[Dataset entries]
+---+

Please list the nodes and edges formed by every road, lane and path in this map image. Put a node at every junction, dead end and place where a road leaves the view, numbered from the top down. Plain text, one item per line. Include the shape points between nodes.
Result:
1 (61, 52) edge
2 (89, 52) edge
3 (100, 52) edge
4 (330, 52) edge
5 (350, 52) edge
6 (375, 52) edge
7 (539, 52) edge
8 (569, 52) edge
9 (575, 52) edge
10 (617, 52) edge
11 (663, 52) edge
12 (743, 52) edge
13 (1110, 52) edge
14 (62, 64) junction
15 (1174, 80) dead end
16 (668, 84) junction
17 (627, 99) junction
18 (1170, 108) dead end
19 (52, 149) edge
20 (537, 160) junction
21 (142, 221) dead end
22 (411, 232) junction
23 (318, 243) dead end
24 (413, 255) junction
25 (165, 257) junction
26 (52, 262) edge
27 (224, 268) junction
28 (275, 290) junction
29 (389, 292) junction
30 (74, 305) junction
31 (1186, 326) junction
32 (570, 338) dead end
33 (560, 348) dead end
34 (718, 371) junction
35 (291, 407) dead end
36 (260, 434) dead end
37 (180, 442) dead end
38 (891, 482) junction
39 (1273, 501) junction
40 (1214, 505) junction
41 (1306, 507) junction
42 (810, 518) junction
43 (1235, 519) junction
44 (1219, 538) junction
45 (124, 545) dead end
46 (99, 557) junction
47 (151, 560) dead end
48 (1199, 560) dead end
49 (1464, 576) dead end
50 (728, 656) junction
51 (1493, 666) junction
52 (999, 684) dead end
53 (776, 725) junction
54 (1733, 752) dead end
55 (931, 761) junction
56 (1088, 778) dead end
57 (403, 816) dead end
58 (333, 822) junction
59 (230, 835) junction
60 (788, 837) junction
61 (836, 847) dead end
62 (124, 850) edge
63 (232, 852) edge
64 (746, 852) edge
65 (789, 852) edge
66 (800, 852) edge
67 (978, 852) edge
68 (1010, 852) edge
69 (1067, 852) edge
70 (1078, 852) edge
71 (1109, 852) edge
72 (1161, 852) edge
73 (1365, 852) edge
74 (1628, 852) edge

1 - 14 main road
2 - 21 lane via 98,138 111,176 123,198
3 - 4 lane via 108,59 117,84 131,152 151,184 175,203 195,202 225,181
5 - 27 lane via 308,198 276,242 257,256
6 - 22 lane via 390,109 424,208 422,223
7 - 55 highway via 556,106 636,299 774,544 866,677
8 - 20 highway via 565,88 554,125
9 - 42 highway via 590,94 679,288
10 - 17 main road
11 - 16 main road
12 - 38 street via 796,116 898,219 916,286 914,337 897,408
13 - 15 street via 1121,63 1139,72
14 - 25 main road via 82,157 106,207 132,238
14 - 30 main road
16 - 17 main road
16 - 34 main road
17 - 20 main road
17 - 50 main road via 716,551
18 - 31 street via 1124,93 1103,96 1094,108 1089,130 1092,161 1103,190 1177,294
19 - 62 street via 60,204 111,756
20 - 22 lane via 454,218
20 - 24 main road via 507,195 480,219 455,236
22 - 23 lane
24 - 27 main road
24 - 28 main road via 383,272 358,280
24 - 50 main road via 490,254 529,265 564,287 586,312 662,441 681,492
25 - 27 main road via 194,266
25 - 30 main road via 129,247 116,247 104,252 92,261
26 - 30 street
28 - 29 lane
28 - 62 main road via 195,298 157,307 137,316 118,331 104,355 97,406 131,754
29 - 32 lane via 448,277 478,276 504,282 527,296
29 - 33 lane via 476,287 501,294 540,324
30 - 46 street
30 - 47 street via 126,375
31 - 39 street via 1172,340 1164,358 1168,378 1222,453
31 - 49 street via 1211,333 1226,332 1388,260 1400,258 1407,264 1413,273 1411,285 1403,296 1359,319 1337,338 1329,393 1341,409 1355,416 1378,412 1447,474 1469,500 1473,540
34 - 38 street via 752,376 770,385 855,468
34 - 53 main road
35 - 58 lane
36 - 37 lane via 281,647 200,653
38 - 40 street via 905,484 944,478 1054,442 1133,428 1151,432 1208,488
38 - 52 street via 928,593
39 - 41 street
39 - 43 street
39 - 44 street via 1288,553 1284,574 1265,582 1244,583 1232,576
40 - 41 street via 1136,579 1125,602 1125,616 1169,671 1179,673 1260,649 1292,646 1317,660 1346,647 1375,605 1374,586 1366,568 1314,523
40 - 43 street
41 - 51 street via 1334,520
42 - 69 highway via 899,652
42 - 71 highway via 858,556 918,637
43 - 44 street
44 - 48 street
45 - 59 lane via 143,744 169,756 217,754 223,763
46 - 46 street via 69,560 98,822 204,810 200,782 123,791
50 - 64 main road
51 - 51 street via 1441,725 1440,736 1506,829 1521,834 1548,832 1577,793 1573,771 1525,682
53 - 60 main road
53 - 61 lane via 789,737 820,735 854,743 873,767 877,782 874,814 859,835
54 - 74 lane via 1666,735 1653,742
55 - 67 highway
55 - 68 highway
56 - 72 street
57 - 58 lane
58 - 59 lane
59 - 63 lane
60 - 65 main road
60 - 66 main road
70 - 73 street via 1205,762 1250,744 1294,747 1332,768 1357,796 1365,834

+---+

**EXERCISE OBJECTIVE:**
Above are the entries; copy every line among them that contains the word "highway".

**WORKED SOLUTION:**
7 - 55 highway via 556,106 636,299 774,544 866,677
8 - 20 highway via 565,88 554,125
9 - 42 highway via 590,94 679,288
42 - 69 highway via 899,652
42 - 71 highway via 858,556 918,637
55 - 67 highway
55 - 68 highway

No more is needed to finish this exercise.